Edit: After some "massaging" of your code, and convincing g++ 4.6.3 to do what I wanted (hence the #define _GLIBCXX_USE_NANOSLEEP), here's a working example:
#define _GLIBCXX_USE_NANOSLEEP
#include <chrono>
#include <mutex>
#include <thread>
#include <iostream>
using namespace std;
mutex m;
void funcA()
{
cout << "FuncA Before lock" << endl;
unique_lock<mutex> mLock(m);
//thread 2
cout << "FuncA After lock" << endl;
std::chrono::milliseconds dura(500);//make sure thread is running
std::this_thread::sleep_for(dura); //this_thread::sleep_for(dura);
cout << "FuncA After sleep" << endl;
}
int main(int argc, char* argv[])
{
cout << "Main before lock" << endl;
unique_lock<mutex> mLock(m);
auto a = std::thread(funcA);
std::chrono::milliseconds dura(1000);//make sure thread is running
std::this_thread::sleep_for(dura); //this_thread::sleep_for(dura);
mLock.unlock();//Unlocks thread 2's lock?
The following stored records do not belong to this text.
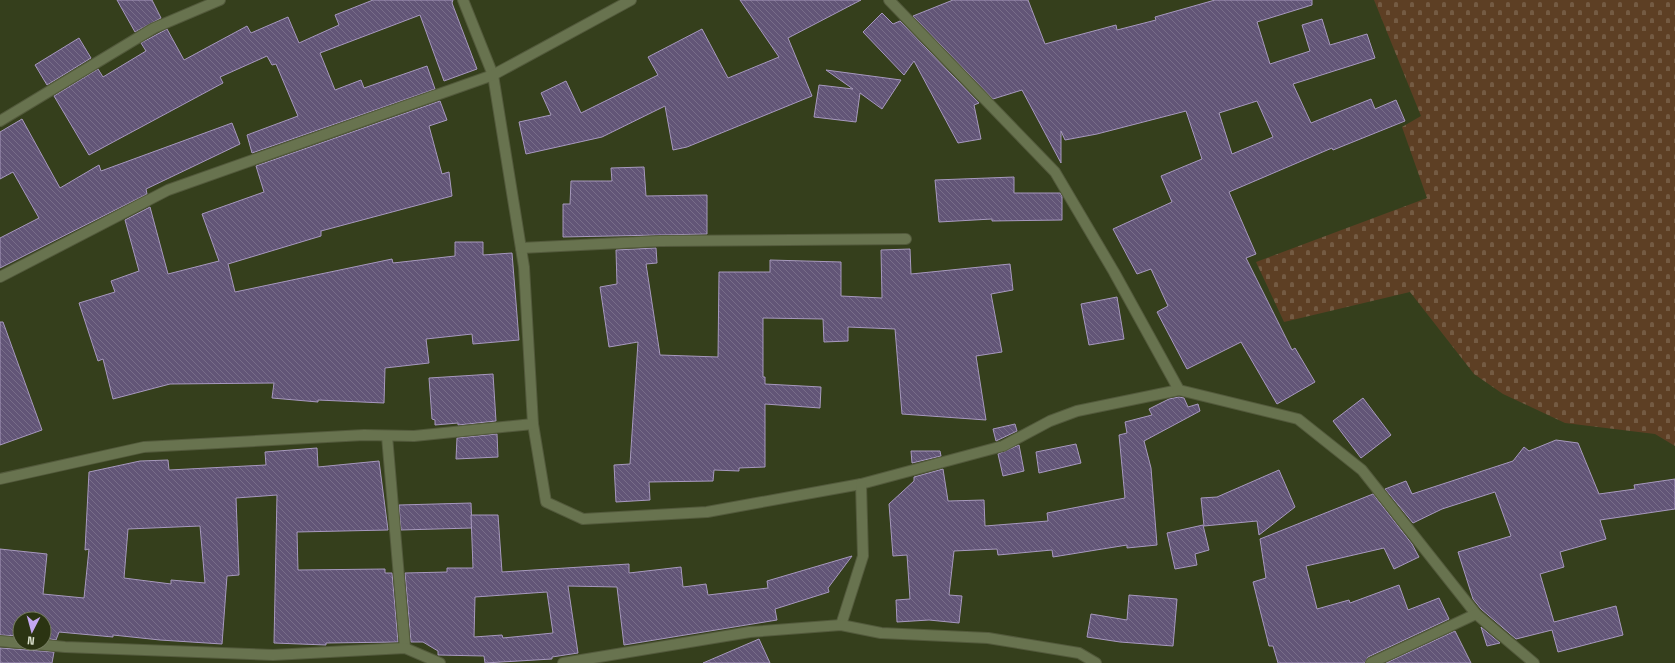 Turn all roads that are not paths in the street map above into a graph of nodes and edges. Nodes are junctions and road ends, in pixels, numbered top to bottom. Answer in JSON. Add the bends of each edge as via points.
{"nodes":[{"id":1,"x":220,"y":0,"type":"edge"},
{"id":2,"x":463,"y":0,"type":"edge"},
{"id":3,"x":631,"y":0,"type":"edge"},
{"id":4,"x":889,"y":0,"type":"edge"},
{"id":5,"x":493,"y":75,"type":"junction"},
{"id":6,"x":0,"y":121,"type":"edge"},
{"id":7,"x":906,"y":239,"type":"dead end"},
{"id":8,"x":521,"y":248,"type":"junction"},
{"id":9,"x":0,"y":277,"type":"edge"},
{"id":10,"x":1179,"y":390,"type":"junction"},
{"id":11,"x":533,"y":424,"type":"junction"},
{"id":12,"x":387,"y":436,"type":"junction"},
{"id":13,"x":0,"y":479,"type":"edge"},
{"id":14,"x":861,"y":484,"type":"junction"},
{"id":15,"x":1476,"y":614,"type":"junction"},
{"id":16,"x":840,"y":625,"type":"junction"},
{"id":17,"x":0,"y":641,"type":"edge"},
{"id":18,"x":12,"y":642,"type":"edge"},
{"id":19,"x":52,"y":646,"type":"edge"},
{"id":20,"x":405,"y":648,"type":"junction"},
{"id":21,"x":440,"y":663,"type":"edge"},
{"id":22,"x":563,"y":663,"type":"edge"},
{"id":23,"x":1096,"y":663,"type":"edge"},
{"id":24,"x":1371,"y":663,"type":"edge"},
{"id":25,"x":1534,"y":663,"type":"edge"}],
"edges":[{"from":1,"to":6,"type":"street","via":[[154,28]]},
{"from":2,"to":5,"type":"street"},
{"from":3,"to":5,"type":"street"},
{"from":4,"to":10,"type":"street","via":[[1055,172]]},
{"from":5,"to":8,"type":"street"},
{"from":5,"to":9,"type":"street","via":[[168,190]]},
{"from":7,"to":8,"type":"street","via":[[660,241]]},
{"from":8,"to":11,"type":"street"},
{"from":10,"to":14,"type":"street","via":[[1077,411],[1050,421],[1003,446]]},
{"from":10,"to":15,"type":"street","via":[[1298,419],[1362,470]]},
{"from":11,"to":12,"type":"street","via":[[414,436]]},
{"from":11,"to":14,"type":"street","via":[[546,502],[583,519],[707,512]]},
{"from":12,"to":13,"type":"street","via":[[364,435],[144,447]]},
{"from":12,"to":20,"type":"street"},
{"from":14,"to":16,"type":"street","via":[[863,556]]},
{"from":15,"to":24,"type":"street"},
{"from":15,"to":25,"type":"street"},
{"from":16,"to":22,"type":"street","via":[[750,632]]},
{"from":16,"to":23,"type":"street","via":[[881,633],[988,638],[1079,653]]},
{"from":17,"to":18,"type":"street"},
{"from":19,"to":20,"type":"street","via":[[273,654]]},
{"from":20,"to":21,"type":"street"}]}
cout << "Main After unlock" << endl;
a.join();
cout << "Main after a.join" << endl;
return 0;
}
Not sure why you need to use new to create the lock tho'. Surely unique_lock<mutex> mlock(m); should do the trick (and corresponding changes of mLock-> into mLock. of course).
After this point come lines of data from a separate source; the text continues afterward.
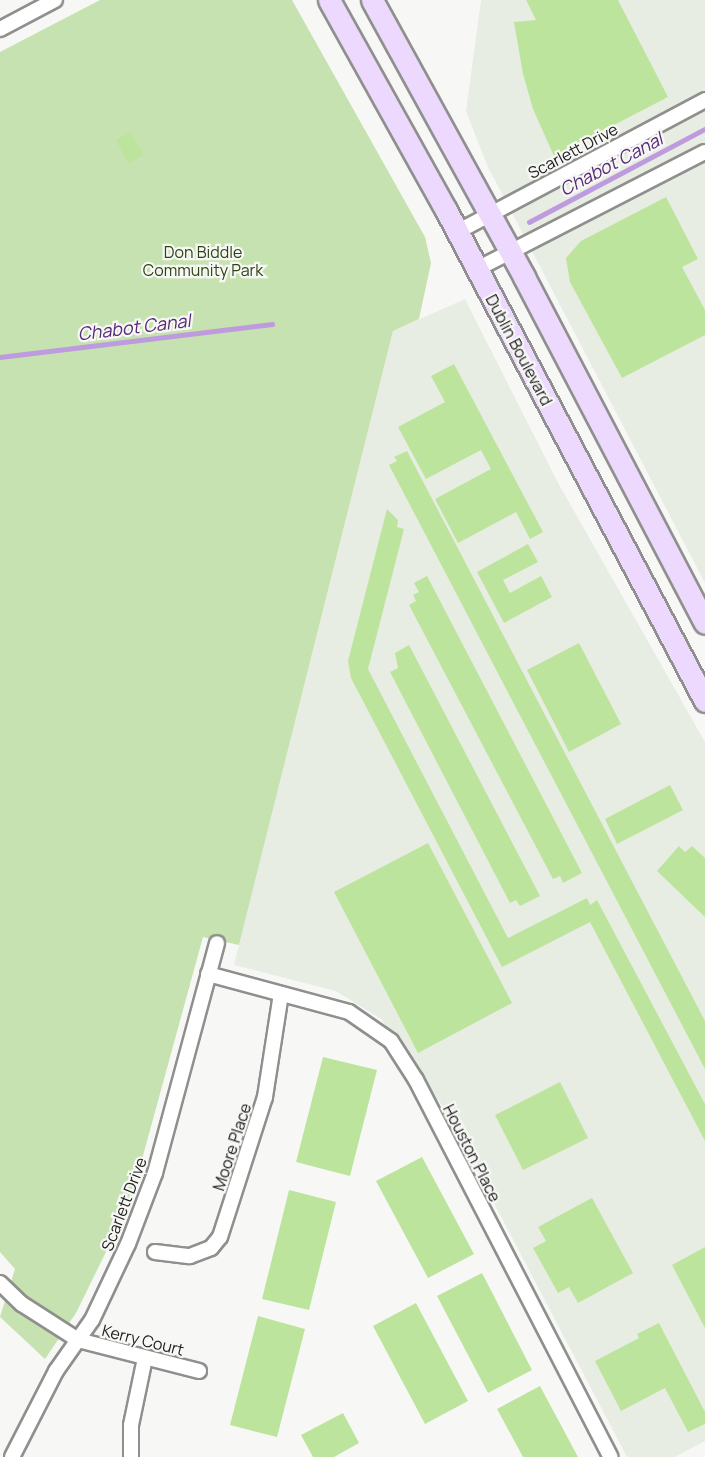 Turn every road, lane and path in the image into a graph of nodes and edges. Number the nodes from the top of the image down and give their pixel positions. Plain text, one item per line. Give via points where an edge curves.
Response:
1 (54, 0) edge
2 (329, 0) edge
3 (372, 0) edge
4 (0, 28) edge
5 (705, 100) edge
6 (705, 152) edge
7 (489, 217) junction
8 (457, 232) junction
9 (510, 253) junction
10 (477, 269) junction
11 (705, 623) edge
12 (705, 701) edge
13 (217, 943) dead end
14 (208, 974) junction
15 (280, 994) junction
16 (155, 1252) dead end
17 (0, 1283) edge
18 (78, 1341) junction
19 (145, 1358) junction
20 (199, 1371) dead end
21 (12, 1457) edge
22 (132, 1457) edge
23 (611, 1457) edge

1 - 4 street
2 - 8 main road, Dublin Boulevard
3 - 7 main road
5 - 7 street, Scarlett Drive
6 - 9 street
7 - 8 street, Scarlett Drive
7 - 9 main road
8 - 10 main road, Dublin Boulevard
9 - 10 street
9 - 11 main road
10 - 12 main road, Dublin Boulevard
13 - 14 street, Scarlett Drive
14 - 15 street, Houston Place
14 - 18 street, Scarlett Drive via 155,1173 128,1244
15 - 16 street, Moore Place via 265,1097 220,1237 211,1248 190,1256
15 - 23 street, Houston Place via 349,1012 375,1027 397,1050
17 - 18 street, Kerry Court via 22,1304
18 - 19 street, Kerry Court
18 - 21 street, Scarlett Drive via 24,1427
19 - 20 street, Kerry Court
19 - 22 street via 130,1425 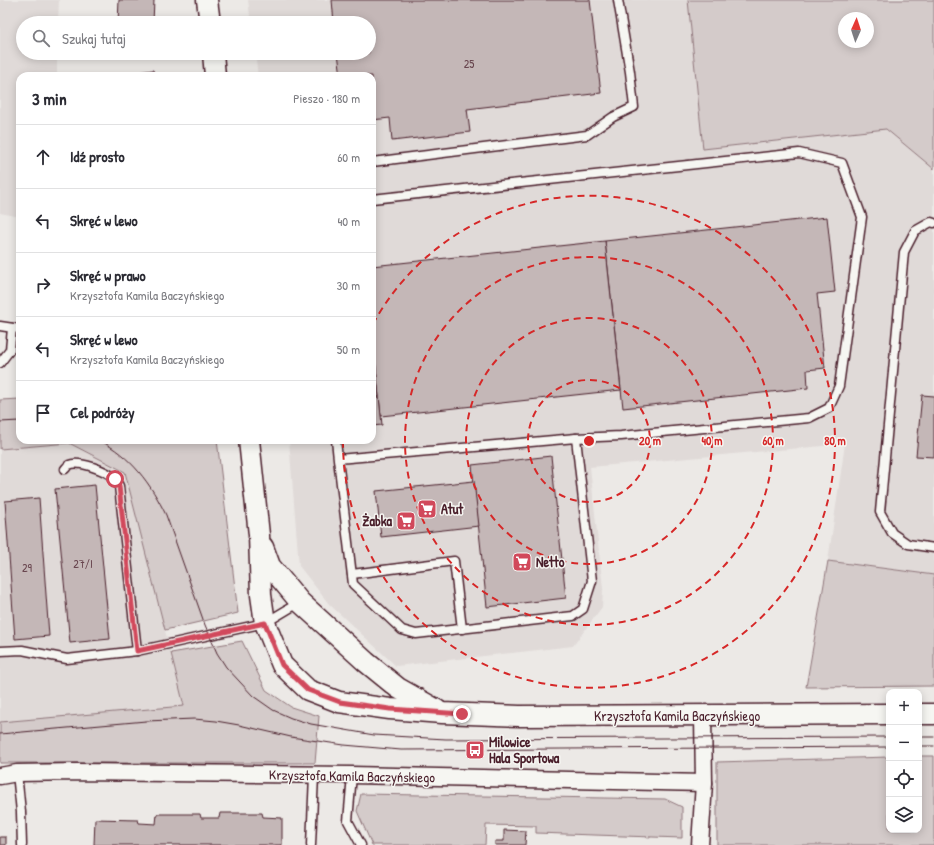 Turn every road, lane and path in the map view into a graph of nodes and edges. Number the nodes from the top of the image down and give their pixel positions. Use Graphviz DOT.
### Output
graph roads {
  1 [pos="207,0"];
  2 [pos="618,0"];
  3 [pos="209,16"];
  4 [pos="214,60"];
  5 [pos="215,72"];
  6 [pos="376,161"];
  7 [pos="376,199"];
  8 [pos="934,222"];
  9 [pos="0,326"];
  10 [pos="16,329"];
  11 [pos="0,363"];
  12 [pos="576,438"];
  13 [pos="249,444"];
  14 [pos="336,444"];
  15 [pos="338,459"];
  16 [pos="65,469"];
  17 [pos="259,535"];
  18 [pos="934,548"];
  19 [pos="352,574"];
  20 [pos="300,602"];
  21 [pos="265,623"];
  22 [pos="462,628"];
  23 [pos="0,651"];
  24 [pos="137,651"];
  25 [pos="442,713"];
  26 [pos="886,714"];
  27 [pos="922,714"];
  28 [pos="934,714"];
  29 [pos="703,716"];
  30 [pos="17,773"];
  31 [pos="314,775"];
  32 [pos="352,775"];
  33 [pos="0,776"];
  34 [pos="704,783"];
  35 [pos="22,845"];
  36 [pos="311,845"];
  37 [pos="361,845"];
  38 [pos="700,845"];
  1 -- 3 [label="street"];
  2 -- 6 [label="lane"];
  4 -- 5 [label="street"];
  7 -- 12 [label="lane"];
  8 -- 18 [label="lane"];
  9 -- 10 [label="lane"];
  10 -- 11 [label="lane"];
  12 -- 15 [label="lane"];
  12 -- 22 [label="lane"];
  13 -- 17 [label="street, Krzysztofa Kamila Baczyńskiego"];
  14 -- 15 [label="lane"];
  15 -- 19 [label="lane"];
  16 -- 24 [label="lane"];
  17 -- 20 [label="street, Krzysztofa Kamila Baczyńskiego"];
  17 -- 21 [label="street, Krzysztofa Kamila Baczyńskiego"];
  19 -- 22 [label="lane"];
  19 -- 22 [label="lane"];
  20 -- 21 [label="lane"];
  20 -- 25 [label="street, Krzysztofa Kamila Baczyńskiego"];
  21 -- 24 [label="lane"];
  21 -- 25 [label="street, Krzysztofa Kamila Baczyńskiego"];
  23 -- 24 [label="lane"];
  25 -- 29 [label="street, Krzysztofa Kamila Baczyńskiego"];
  26 -- 29 [label="street, Krzysztofa Kamila Baczyńskiego"];
  27 -- 28 [label="street"];
  29 -- 34 [label="street"];
  30 -- 31 [label="street, Krzysztofa Kamila Baczyńskiego"];
  30 -- 33 [label="street, Krzysztofa Kamila Baczyńskiego"];
  30 -- 35 [label="lane"];
  31 -- 32 [label="street, Krzysztofa Kamila Baczyńskiego"];
  31 -- 36 [label="lane"];
  32 -- 34 [label="street, Krzysztofa Kamila Baczyńskiego"];
  32 -- 37 [label="lane"];
  34 -- 38 [label="street"];
}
A lock is just an automatic guard that operates a mutex in a safe and sane fashion.
What you really want is this code:
std::mutex m;
void f()
{
std::lock_guard<std::mutex> lock(m);
// ...
}
This effectively "synchronizes" calls to f, since every thread that enters it blocks until it manages to obtain the mutex.
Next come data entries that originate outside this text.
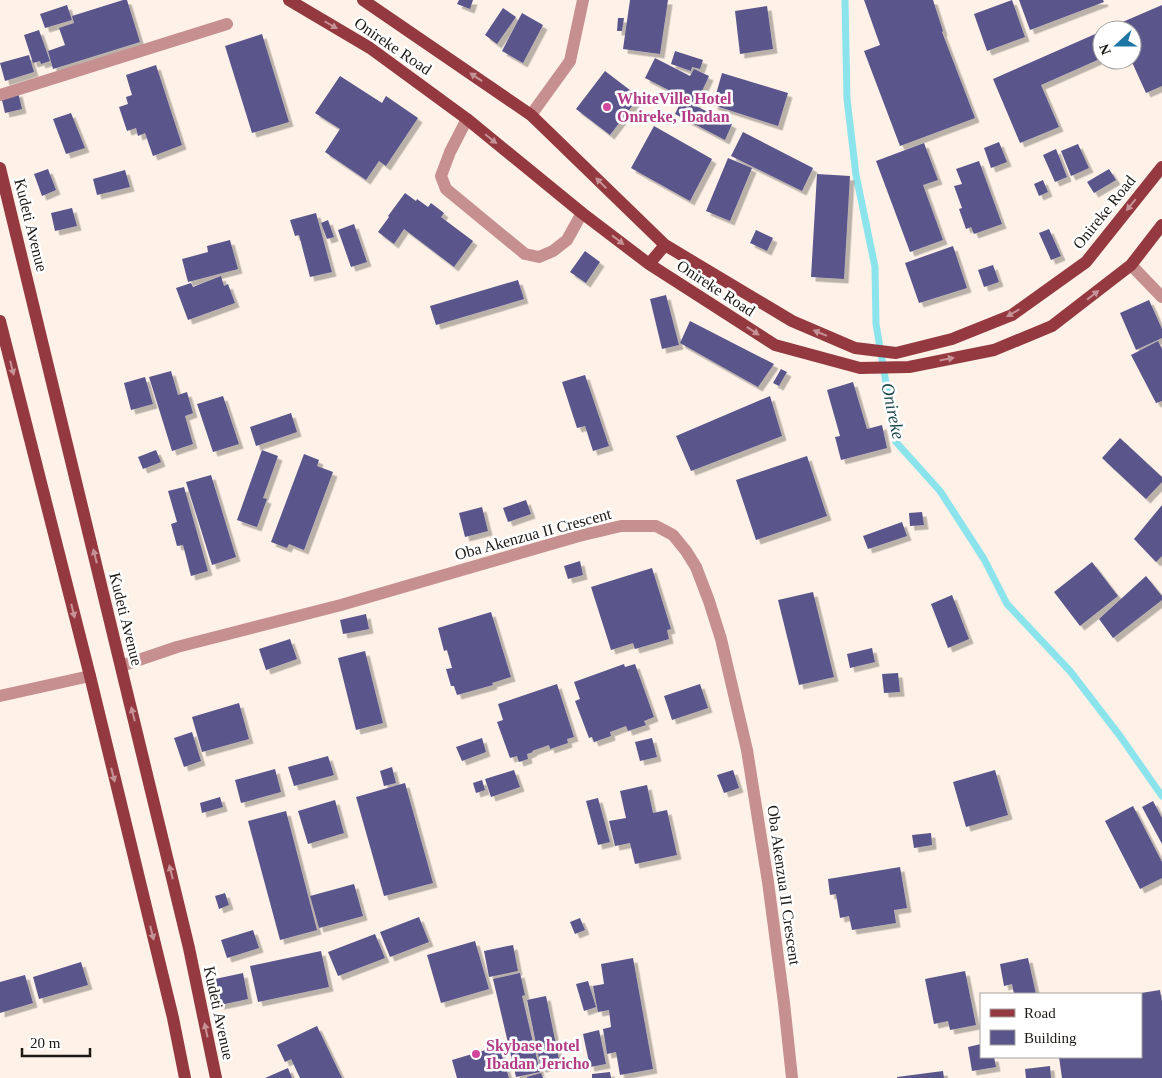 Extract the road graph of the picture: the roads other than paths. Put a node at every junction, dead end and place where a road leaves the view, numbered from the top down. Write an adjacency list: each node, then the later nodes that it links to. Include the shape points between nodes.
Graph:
1 (288, 0): 7 (main road, Onireke Road, one-way to 7, via 370,48)
2 (363, 0): 6 (main road, Onireke Road, one-way to 2)
3 (583, 0): 6 (street, via 570,61)
4 (227, 24): 5 (street)
5 (0, 95)
6 (531, 114): 12 (main road, Onireke Road, one-way to 6)
7 (467, 119): 10 (main road, Onireke Road, one-way to 10); 10 (street, via 441,176 446,189 460,201 525,254 540,257 567,240)
8 (1162, 167): 12 (main road, Onireke Road, one-way to 12, via 1086,262 1012,315 952,339 896,353 855,348 792,321)
9 (0, 168): 17 (main road, Kudeti Avenue, one-way to 9)
10 (582, 213): 13 (main road, Onireke Road, one-way to 13)
11 (1162, 225): 14 (main road, Onireke Road)
12 (665, 245): 13 (main road)
13 (649, 264): 14 (main road, Onireke Road, one-way to 14, via 775,345 860,368 908,367 994,350 1052,326)
14 (1131, 265): 15 (street)
15 (1162, 296)
16 (0, 321): 18 (main road, one-way to 18)
17 (121, 666): 21 (main road, Kudeti Avenue, one-way to 17, via 189,948); 22 (street, Oba Akenzua II Crescent, via 176,647 621,526 656,526 673,535 696,567 709,601 747,750 768,882)
18 (90, 676): 19 (street); 20 (main road, one-way to 20)
19 (0, 696)
20 (185, 1078)
21 (216, 1078)
22 (792, 1078)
A unique_lock is just a beefed-up version of the lock_guard: It can be constructed unlocked, moved around (thanks, #MikeVine) and it is itself a "lockable object", like the mutex itself, and so it can be used for example in the variadic std::lock(...) to lock multiple things at once in a deadlock-free way, and it can be managed by an std::condition_variable (thanks, #syam).
But unless you have a good reason to use a unique_lock, prefer to use a lock_guard. And once you need to upgrade to a unique_lock, you'll know why.
As a side-note, the above answers skip over the difference between immediate and deferred locking of mutex:
#include<mutex>
::std::mutex(mu);
auto MyFunction()->void
{
std::unique_lock<mutex> lock(mu); //Created instance and immediately locked the mutex
//Do stuff....
}
auto MyOtherFunction()->void
{
std::unique_lock<mutex> lock(mu,std::defer_lock); //Create but not locked the mutex
lock.lock(); //Lock mutex
//Do stuff....
lock.unlock(); //Unlock mutex
}
MyFunction() shows the widely used immediate lock, whilst MyOtherFunction() shows the deferred lock.